Page MenuHomePhabricator

Article country model
Open, Needs TriagePublic

Description

This epic task covers the work under KR WE2.1 to develop a model for assigning countries to Wikipedia articles as a concrete step towards improving our topic infrastructure and the recommender systems that use it. It builds on the planning the started under T361637.

Hypothesis text:

If we build a country-level inference model for Wikipedia articles, we will be able to filter lists of articles to those about a specific region with >70% precision and >50% recall.

Documentation: https://meta.wikimedia.org/wiki/Research:Language-Agnostic_Topic_Classification/Countries

Related Objects

Event Timeline

Isaac moved this task from Backlog to Epics on the Research board.

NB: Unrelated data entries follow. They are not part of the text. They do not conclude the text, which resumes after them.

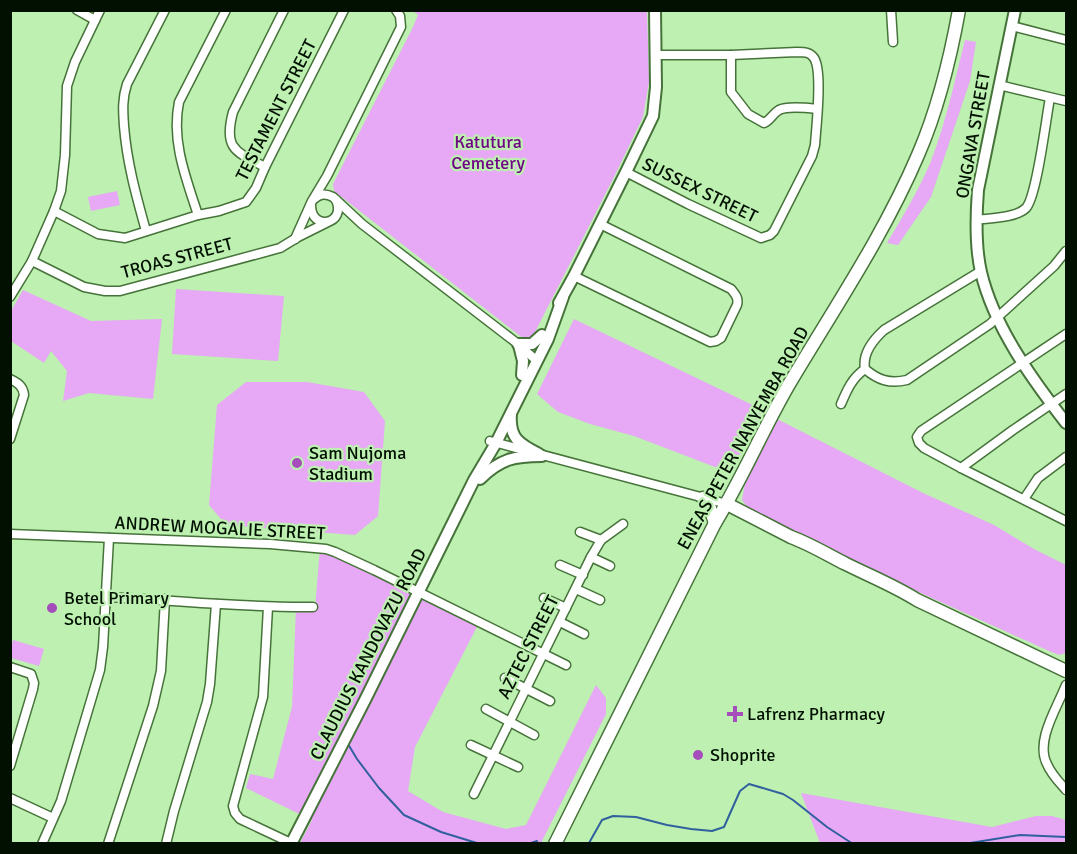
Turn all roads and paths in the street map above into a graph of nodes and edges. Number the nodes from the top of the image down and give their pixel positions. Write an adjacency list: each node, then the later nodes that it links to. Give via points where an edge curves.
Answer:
1 (77, 10): 12 (street)
2 (100, 10): 12 (street)
3 (165, 10): 34 (street, via 123,97 126,152)
4 (226, 10): 28 (street, via 179,102 177,114 183,168)
5 (284, 10): 22 (street, via 231,120 234,149)
6 (344, 10): 22 (street, TESTAMENT STREET)
7 (396, 10): 24 (street, via 401,27)
8 (655, 10): 16 (street, CLAUDIUS KANDOVAZU ROAD)
9 (891, 10): 15 (street)
10 (959, 10): 64 (main road, ENEAS PETER NANYEMBA ROAD, via 940,95 907,179 871,250 786,389)
11 (1015, 10): 13 (street, ONGAVA STREET)
12 (95, 20): 27 (street, via 67,86 64,173)
13 (1012, 26): 14 (street); 18 (street, ONGAVA STREET)
14 (1066, 40)
15 (892, 42)
16 (656, 55): 17 (street, SUSSEX STREET); 23 (street, CLAUDIUS KANDOVAZU ROAD, via 653,116)
17 (731, 55): 21 (street, SUSSEX STREET, via 807,52 814,58 818,74); 21 (street, via 732,92 748,114 764,123 779,110)
18 (999, 85): 19 (street); 30 (street, ONGAVA STREET, via 978,190)
19 (1050, 98): 20 (street); 30 (street, via 1036,178 1026,208 1016,214)
20 (1066, 101)
21 (817, 109): 23 (street, SUSSEX STREET, via 812,156 774,231 761,238)
22 (265, 167): 28 (street, TESTAMENT STREET, via 246,202)
23 (626, 172): 33 (street, CLAUDIUS KANDOVAZU ROAD)
24 (324, 181): 25 (street); 26 (street)
25 (332, 197): 26 (street, via 322,195); 29 (street, via 339,208); 32 (street)
26 (312, 202): 31 (street, via 315,219); 35 (street)
27 (54, 211): 34 (street, TESTAMENT STREET, via 102,235 125,238); 37 (street)
28 (198, 215): 34 (street, TESTAMENT STREET)
29 (336, 216): 31 (street); 32 (street, via 347,215)
30 (976, 220): 38 (street, ONGAVA STREET)
31 (328, 222): 35 (street, TROAS STREET)
32 (362, 224): 45 (street)
33 (600, 224): 39 (street, CLAUDIUS KANDOVAZU ROAD); 39 (street, via 731,289 738,301 721,338 710,342)
34 (146, 231)
35 (295, 240): 37 (street, TROAS STREET, via 280,249 120,291 84,287)
36 (1066, 251): 42 (street)
37 (32, 261): 40 (street)
38 (981, 271): 42 (street, ONGAVA STREET); 48 (street, via 884,330 867,352)
39 (574, 276): 41 (street, CLAUDIUS KANDOVAZU ROAD)
40 (10, 297)
41 (563, 297): 44 (street, CLAUDIUS KANDOVAZU ROAD); 46 (street, CLAUDIUS KANDOVAZU ROAD, via 548,339)
42 (998, 317): 47 (street, ONGAVA STREET); 48 (street, via 907,380 886,381)
43 (1066, 333): 47 (street)
44 (542, 335): 45 (street, via 532,345); 46 (street, CLAUDIUS KANDOVAZU ROAD)
45 (519, 345): 46 (street); 49 (street, via 524,361)
46 (534, 359): 49 (street, CLAUDIUS KANDOVAZU ROAD); 54 (street, CLAUDIUS KANDOVAZU ROAD)
47 (1023, 363): 53 (street, ONGAVA STREET); 60 (street, via 918,436 924,448)
48 (865, 369): 52 (street, via 848,387)
49 (522, 375): 57 (street, CLAUDIUS KANDOVAZU ROAD)
50 (10, 379): 56 (street, via 21,386 24,395)
51 (1066, 394): 53 (street)
52 (841, 404)
53 (1052, 404): 55 (street, ONGAVA STREET); 60 (street)
54 (512, 411): 57 (street, CLAUDIUS KANDOVAZU ROAD); 58 (street, via 513,435 524,447)
55 (1066, 423)
56 (10, 439)
57 (493, 442): 58 (street); 61 (street, CLAUDIUS KANDOVAZU ROAD)
58 (542, 456): 61 (street, via 506,460 479,479); 62 (street)
59 (1066, 457): 63 (street, via 1038,478)
60 (961, 468): 63 (street)
61 (465, 498): 77 (street, CLAUDIUS KANDOVAZU ROAD)
62 (703, 498): 64 (street); 66 (main road)
63 (1024, 499): 65 (street)
64 (727, 504): 66 (main road, ENEAS PETER NANYEMBA ROAD); 90 (main road, via 846,570)
65 (1066, 521)
66 (716, 523): 111 (main road, ENEAS PETER NANYEMBA ROAD)
67 (623, 524): 71 (street, AZTEC STREET)
68 (580, 532): 71 (street)
69 (10, 534): 70 (street, ANDREW MOGALIE STREET)
70 (109, 538): 77 (street, ANDREW MOGALIE STREET, via 320,548 344,555); 78 (street)
71 (601, 540): 72 (street, AZTEC STREET)
72 (591, 557): 74 (street); 75 (street, AZTEC STREET)
73 (560, 565): 75 (street)
74 (610, 566)
75 (583, 575): 76 (street, AZTEC STREET)
76 (576, 589): 81 (street); 85 (street, AZTEC STREET)
77 (418, 592): 88 (street, ANDREW MOGALIE STREET); 110 (street, CLAUDIUS KANDOVAZU ROAD)
78 (107, 597): 80 (street); 106 (street, via 100,670)
79 (544, 598): 85 (street)
80 (165, 599): 82 (street); 108 (street, via 157,689)
81 (600, 600)
82 (216, 604): 83 (street); 109 (street, via 207,702)
83 (268, 607): 84 (street); 110 (street, via 263,697 233,806 240,819)
84 (313, 607)
85 (566, 608): 86 (street, AZTEC STREET)
86 (560, 622): 87 (street); 88 (street, AZTEC STREET)
87 (584, 634)
88 (543, 654): 89 (street, ANDREW MOGALIE STREET); 94 (street, AZTEC STREET)
89 (566, 665)
90 (1063, 666)
91 (10, 667): 101 (street, via 30,674 34,683)
92 (505, 678): 94 (street)
93 (1066, 686): 103 (street, via 1045,734 1043,753 1046,764)
94 (527, 689): 95 (street); 97 (street, AZTEC STREET)
95 (550, 700)
96 (486, 709): 97 (street)
97 (509, 723): 98 (street); 100 (street, AZTEC STREET)
98 (534, 735)
99 (471, 746): 100 (street)
100 (493, 756): 102 (street); 104 (street, AZTEC STREET)
101 (10, 766)
102 (518, 767)
103 (1066, 790)
104 (474, 794)
105 (10, 798): 106 (street)
106 (53, 818): 107 (street)
107 (42, 843)
108 (108, 843)
109 (166, 843)
110 (291, 843)
111 (555, 843)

@Isaac @EBernhardson etc. in EventStreamConfig: Add mediawiki.article_country_prediction_change stream (1112451) for T382295: Create event stream for article-country model-server hosted on LiftWing, the name of the new stream is mediawiki.article_... with the emphasis on 'article' as the entity the prediction is for.

Other prediction streams use 'page' as the entity the prediction is for, and other (non prediction) streams use 'page' as well.

From https://wikitech.wikimedia.org/wiki/Data_Platform/Data_modeling_guidelines#page_vs._article

page is what is used in most places (including MW core) to refer to a MediaWiki page. There are a few places where article is used instead, although it appears to be almost exclusively in events (mobilewikiapparticlesuggestions, relatedarticles, and some properties on other events). This Design Best Practices page talks about the difference:

The word 'article' is meaningless on various wikis and the word 'page' should be used wherever possible. That said in sometimes the word page itself is too ambiguous - for example when describing pages in the main namespace on Wikipedia the word 'articles' would be more meaningful.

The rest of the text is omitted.